Search code examples

Why is this generator expression function slower than the loop version?

I have been operating under the theory that generator expressions tend to be more efficient than normal loops. But then I ran into the following example: write a function which given a number, N, and some factors, ps, returns the sum of all the numbers under N that are a multiple of at least one factor.

Here is a loop version and a shorter generator expression version:

def loops(N, ps):
    total_sum = 0 
    for i in xrange(N):
        for p in ps: 
            if i%p == 0:
                total_sum += i
    return total_sum

def genexp(N, ps):
    return sum(i for i in xrange(N)
               if any(i%p == 0 for p in ps))

I'd expect the two to perform roughly equal, with maybe the comprehension version a little faster, but what I didn't expect was this:

for func in ('loops', 'genexp'):
    print func, timeit.timeit('%s(100000, [3,5,7])' % func, 
                              setup='from __main__ import %s' % func)

loops 2.82878184319
genexp 10.1663100719

4x slower isn't even close!

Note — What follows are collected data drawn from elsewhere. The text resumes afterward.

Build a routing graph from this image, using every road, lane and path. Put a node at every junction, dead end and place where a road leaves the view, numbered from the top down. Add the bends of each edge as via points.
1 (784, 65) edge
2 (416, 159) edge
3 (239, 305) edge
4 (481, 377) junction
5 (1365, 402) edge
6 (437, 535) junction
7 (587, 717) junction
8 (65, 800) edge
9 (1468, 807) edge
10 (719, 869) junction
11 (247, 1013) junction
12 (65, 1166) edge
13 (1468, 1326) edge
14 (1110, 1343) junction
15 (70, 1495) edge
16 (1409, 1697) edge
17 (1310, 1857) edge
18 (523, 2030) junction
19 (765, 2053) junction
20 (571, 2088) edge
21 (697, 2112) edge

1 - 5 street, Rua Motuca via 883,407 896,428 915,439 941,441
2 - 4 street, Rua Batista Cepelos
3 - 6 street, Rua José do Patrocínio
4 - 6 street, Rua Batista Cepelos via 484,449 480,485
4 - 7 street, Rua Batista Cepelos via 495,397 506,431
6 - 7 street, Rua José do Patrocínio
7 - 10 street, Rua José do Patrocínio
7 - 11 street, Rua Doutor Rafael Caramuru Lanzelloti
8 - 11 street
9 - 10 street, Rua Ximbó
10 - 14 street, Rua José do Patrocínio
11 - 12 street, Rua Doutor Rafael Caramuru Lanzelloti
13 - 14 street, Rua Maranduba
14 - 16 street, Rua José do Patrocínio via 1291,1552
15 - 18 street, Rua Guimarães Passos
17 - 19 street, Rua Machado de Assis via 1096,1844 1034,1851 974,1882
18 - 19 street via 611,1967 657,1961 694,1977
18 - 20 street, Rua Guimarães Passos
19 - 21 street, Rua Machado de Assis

Why? What am I misunderstanding?


  • First of all: generator expressions are memory efficient, not necessarily speed efficient.

    Your compact genexp() version is slower for two reasons:

    • Generator expressions are implemented using a new scope (like a new function). You are producing N new scopes, one for for each any() test. Creating a new scope and tearing it down again is relatively expensive, certainly when done in a loop and then compared with code that doesn't do this.

    • The sum() and any() names are additional globals to be looked up. In the case of any(), that's an additional N global lookups per test. Globals must be looked up in a dictionary, versus locals which are looked up by index in a C-array (which is very fast).

    The latter is but a small component, most of the cost lies in creating and destroying frames (scopes); if you create a version where _any and _sum are locals to the function you get but a small improvement in performance:

    >>> def genexp_locals(N, ps, _any=any, _sum=sum):
    ...     return _sum(i for i in xrange(N)
    ...                if _any(i%p == 0 for p in ps))
    >>> for func in ('loops', 'genexp', 'genexp_locals'):
    ...     print func, timeit.timeit('%s(100000, [3,5,7])' % func, 
    ...                               number=100, 
    ...                               setup='from __main__ import %s' % func)
    loops 2.00835800171
    genexp 6.45241594315
    genexp_locals 6.23843789101

    I didn't create a local for xrange to keep that aspect the same. Technically speaking, the _any name is looked up as a closure, not a local, by the generator expression code object, which are not as slow as global lookups but not quite as speedy as a local lookup either.